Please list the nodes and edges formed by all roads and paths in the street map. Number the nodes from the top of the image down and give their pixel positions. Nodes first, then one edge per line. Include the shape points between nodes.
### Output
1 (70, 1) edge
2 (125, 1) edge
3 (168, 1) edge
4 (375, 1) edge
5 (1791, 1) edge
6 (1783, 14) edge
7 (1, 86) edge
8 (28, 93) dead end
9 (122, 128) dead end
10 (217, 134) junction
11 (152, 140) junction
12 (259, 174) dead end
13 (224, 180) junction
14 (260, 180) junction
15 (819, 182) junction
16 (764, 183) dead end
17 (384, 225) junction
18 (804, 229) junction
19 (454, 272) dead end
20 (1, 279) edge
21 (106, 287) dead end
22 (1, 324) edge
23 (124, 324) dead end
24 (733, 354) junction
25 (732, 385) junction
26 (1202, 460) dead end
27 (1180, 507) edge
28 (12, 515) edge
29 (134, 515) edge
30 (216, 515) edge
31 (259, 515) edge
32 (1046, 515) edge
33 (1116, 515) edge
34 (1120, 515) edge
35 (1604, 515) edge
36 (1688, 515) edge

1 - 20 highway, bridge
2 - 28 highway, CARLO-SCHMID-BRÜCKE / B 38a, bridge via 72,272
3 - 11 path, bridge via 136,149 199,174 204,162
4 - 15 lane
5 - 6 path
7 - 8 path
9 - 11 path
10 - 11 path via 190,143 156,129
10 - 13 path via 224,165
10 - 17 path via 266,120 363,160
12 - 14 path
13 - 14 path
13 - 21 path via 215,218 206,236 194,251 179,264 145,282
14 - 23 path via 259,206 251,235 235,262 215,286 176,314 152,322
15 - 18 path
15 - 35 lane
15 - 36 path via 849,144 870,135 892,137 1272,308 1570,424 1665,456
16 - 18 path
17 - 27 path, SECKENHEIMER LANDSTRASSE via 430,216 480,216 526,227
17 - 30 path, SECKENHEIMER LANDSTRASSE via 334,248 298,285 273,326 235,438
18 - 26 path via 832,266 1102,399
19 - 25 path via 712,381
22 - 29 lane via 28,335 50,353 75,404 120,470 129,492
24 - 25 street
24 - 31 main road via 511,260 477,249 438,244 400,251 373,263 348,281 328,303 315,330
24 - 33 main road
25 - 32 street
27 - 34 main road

● ● ● ● ● ● ●

**Brief**
What is needed is a copy of every line above in which "junction" appears.

**Output**
10 (217, 134) junction
11 (152, 140) junction
13 (224, 180) junction
14 (260, 180) junction
15 (819, 182) junction
17 (384, 225) junction
18 (804, 229) junction
24 (733, 354) junction
25 (732, 385) junction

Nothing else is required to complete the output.